经过持续三年多的努力,我们ADSL实验室与美国内华达大学的颜枫教授(今年获得NSF CAREER Award)带领的IDS实验室、德国贝尔实验室陈瑞川博士合作完成的HiPress系统被计算机系统领域国际顶会——第28届“ACM操作系统原理大会”(SOSP:ACM Symposium on Operating Systems Principles)收录,向各位参与研究工作的老师、同学、合作者表示祝贺。
在此项研究中,我们关注深度神经网络模型大规模数据并行训练的可扩展性问题。我们通过高效GPU梯度压缩算法自动化生成、压缩感知的梯度聚合协议、代价模型驱动的梯度选择性压缩和分片机制等优化方法,搭建了支持各类梯度压缩算法的高性能数据并行训练框架,横向兼容MXNet、TensorFlow、PyTorch等主流深度学习系统。最终,在业界常用模型上的训练速度相较最新系统有较为明显的性能提升,具有较高的实际应用潜力。
SOSP与OSDI并称为计算机系统领域的最高水平学术会议,两年召开一次,已有54年的悠久历史。本次SOSP大会共有348篇论文投稿,54篇被接收,接收率为15.5%,竞争十分激烈。大会将于10月25日至28日召开,本实验室博士生白有辉将代表参研师生向国内外同行介绍相关成果。
近年来,在实验室负责人许胤龙教授的带领下,在李诚特任研究员、李永坤副教授、吕敏副教授、吴思特任副研究员和诸多实验室同学的共同努力下,ADSL实验室在并行与分布式机器学习系统方向有了深入的认识和长期稳定的积累,这项工作的发表,标志着我们在该领域的认识和积累被国际领域认可,标志着我们实验室的科研水平迈入更高的层次。
此项工作得到了国家自然科学基金重点项目、青年项目、科技部重点研发课题、双一流学科建设、111协同创新、合肥市留学回国人员创新计划的资助,得到了国家高性能计算中心(合肥)、安徽省高性能计算重点实验室、超算中心、亚马逊云计算的平台支持。
论文题目:Gradient Compression Supercharged High-Performance Data Parallel DNN Training
论文摘要:Gradient compression is a promising approach to alleviating the communication bottleneck in data parallel deep neural network(DNN)training by significantly reducing the data volume of gradients for synchronization.While gradient compression is being actively adopted by the industry(e.g.,Facebook and AWS),our study reveals that there are two critical but often overlooked challenges:1)inefficient coordination between compression and communication during gradient synchronization incurs substantial overheads,and 2)developing,optimizing,and integrating gradient compression algorithms into DNN systems imposes heavy burdens on DNN practitioners,and ad-hoc compression implementations often yield surprisingly poor system performance.
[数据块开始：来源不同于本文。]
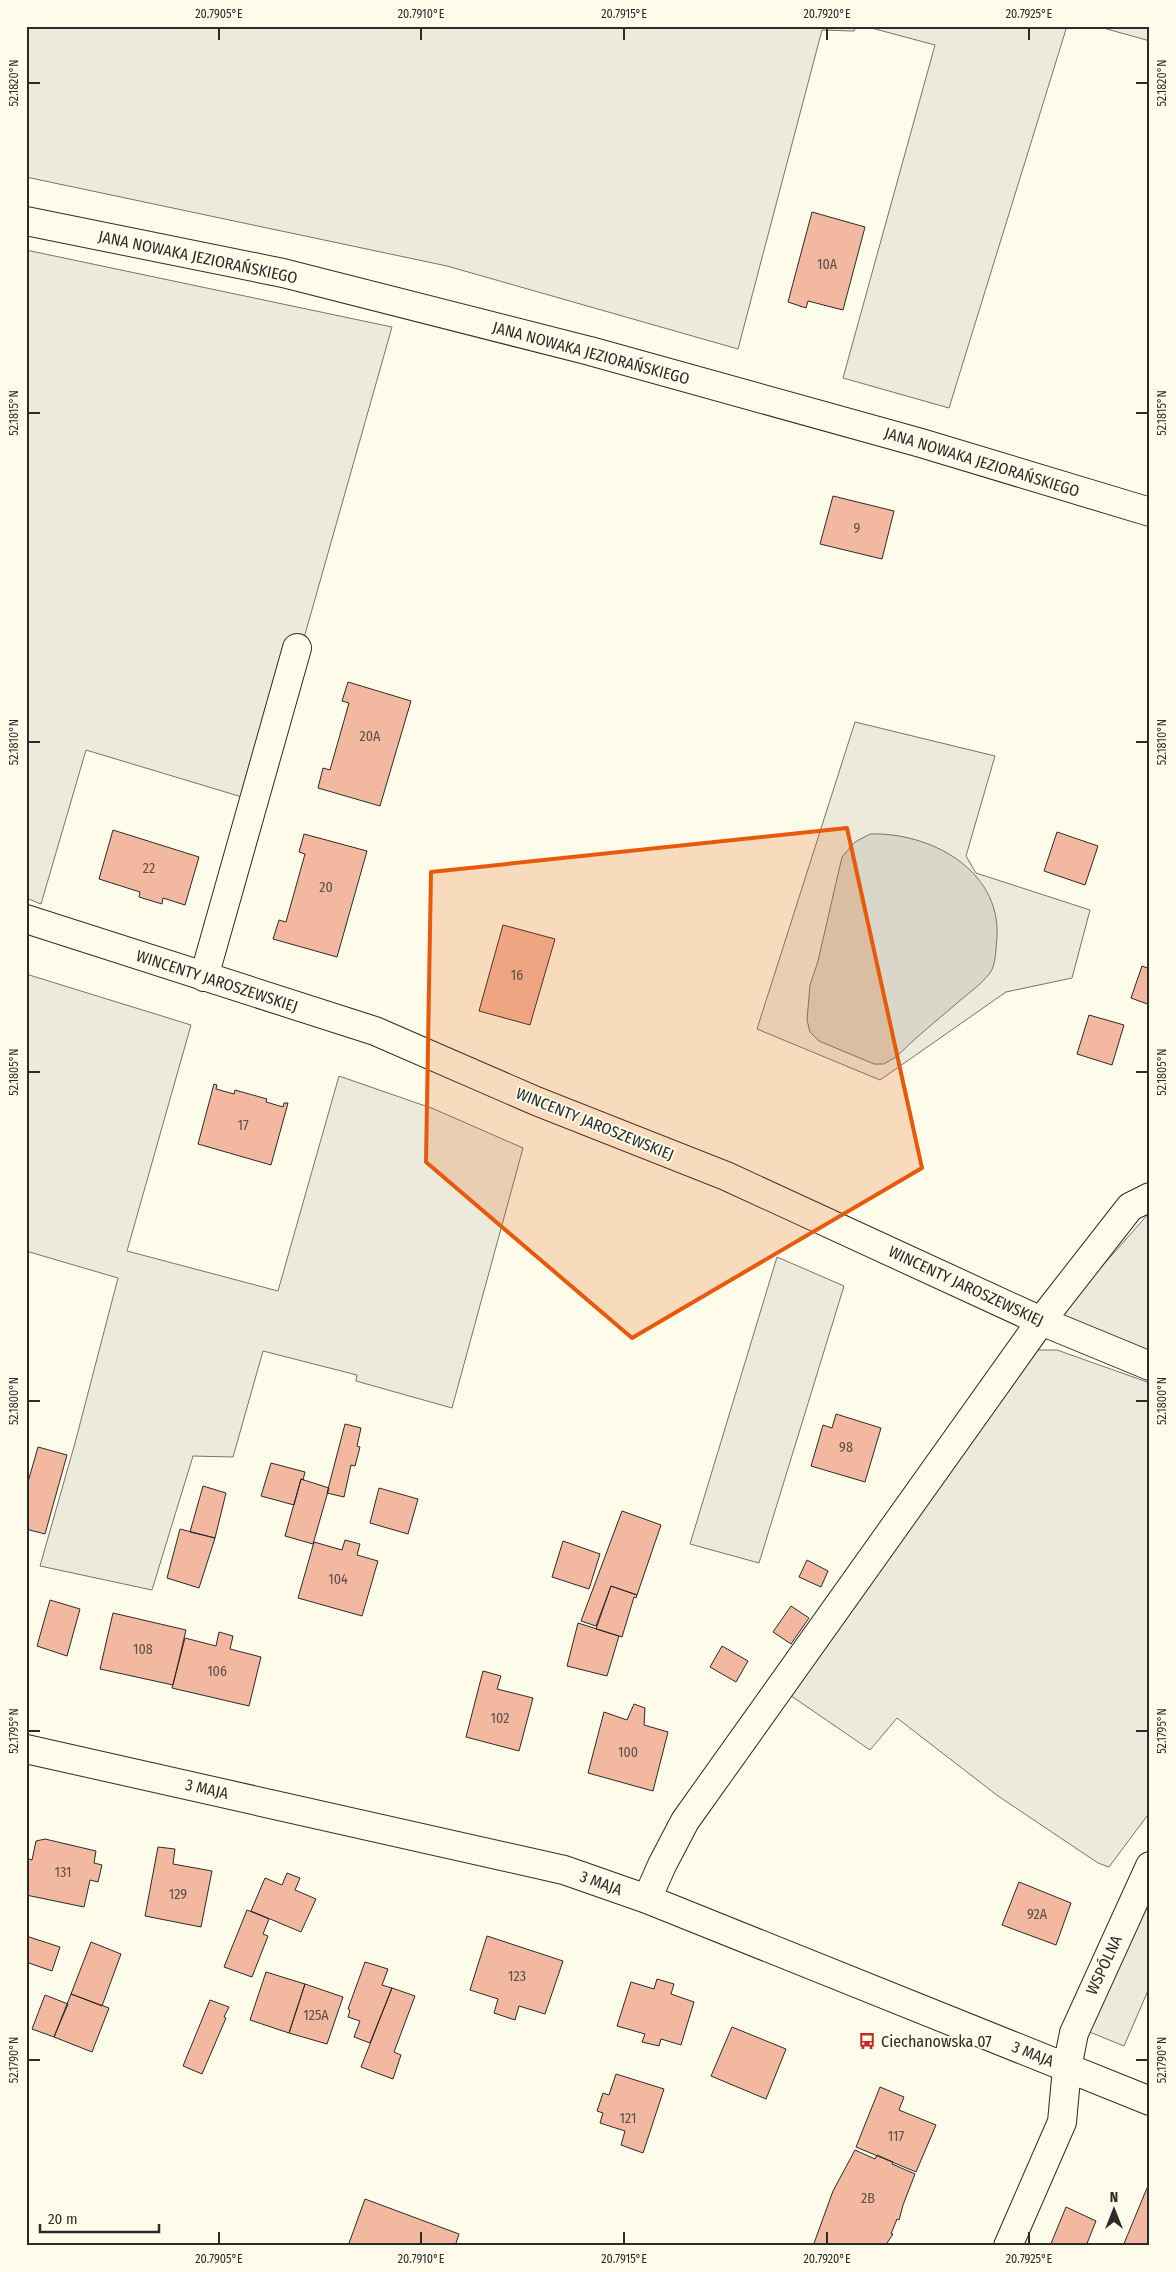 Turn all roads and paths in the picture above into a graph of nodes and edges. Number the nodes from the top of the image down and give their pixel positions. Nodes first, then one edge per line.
1 (26, 221) edge
2 (1150, 512) edge
3 (297, 648) dead end
4 (26, 919) edge
5 (204, 977) junction
6 (1150, 1197) edge
7 (1041, 1321) junction
8 (1150, 1366) edge
9 (26, 1748) edge
10 (1150, 1866) edge
11 (647, 1900) junction
12 (1067, 2068) junction
13 (1150, 2101) edge
14 (1008, 2246) edge

1 - 2 street, JANA NOWAKA JEZIORAŃSKIEGO
3 - 5 street
4 - 5 street, WINCENTY JAROSZEWSKIEJ
5 - 7 street, WINCENTY JAROSZEWSKIEJ
6 - 7 street
7 - 8 street, WINCENTY JAROSZEWSKIEJ
7 - 11 street
9 - 11 street, 3 MAJA
10 - 12 street, WSPÓLNA
11 - 12 street, 3 MAJA
12 - 13 street, 3 MAJA
12 - 14 street, WSPÓLNA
In this paper,we first propose a compression-aware gradient synchronization architecture,CaSync,which relies on a flexible composition of basic computing and communication primitives.It is general and compatible with any gradient compression algorithms and gradient synchronization strategies,and enables high-performance computation-communication pipelining.We further introduce a gradient compression toolkit,CompLL,to enable efficient development and automated integration of on-GPU compression algorithms into DNN systems with little programming burden.Lastly,we build a compression-aware DNN training framework HiPress with CaSync and CompLL.HiPress is open-sourced and runs on mainstream DNN systems such as MXNet,TensorFlow,and PyTorch.Evaluation in a 16-node cluster with 128 NVIDIA V100 GPUs and 100Gbps network shows that HiPress improves the training speed up to 106.4%over the state-of-the-art across six popular DNN models.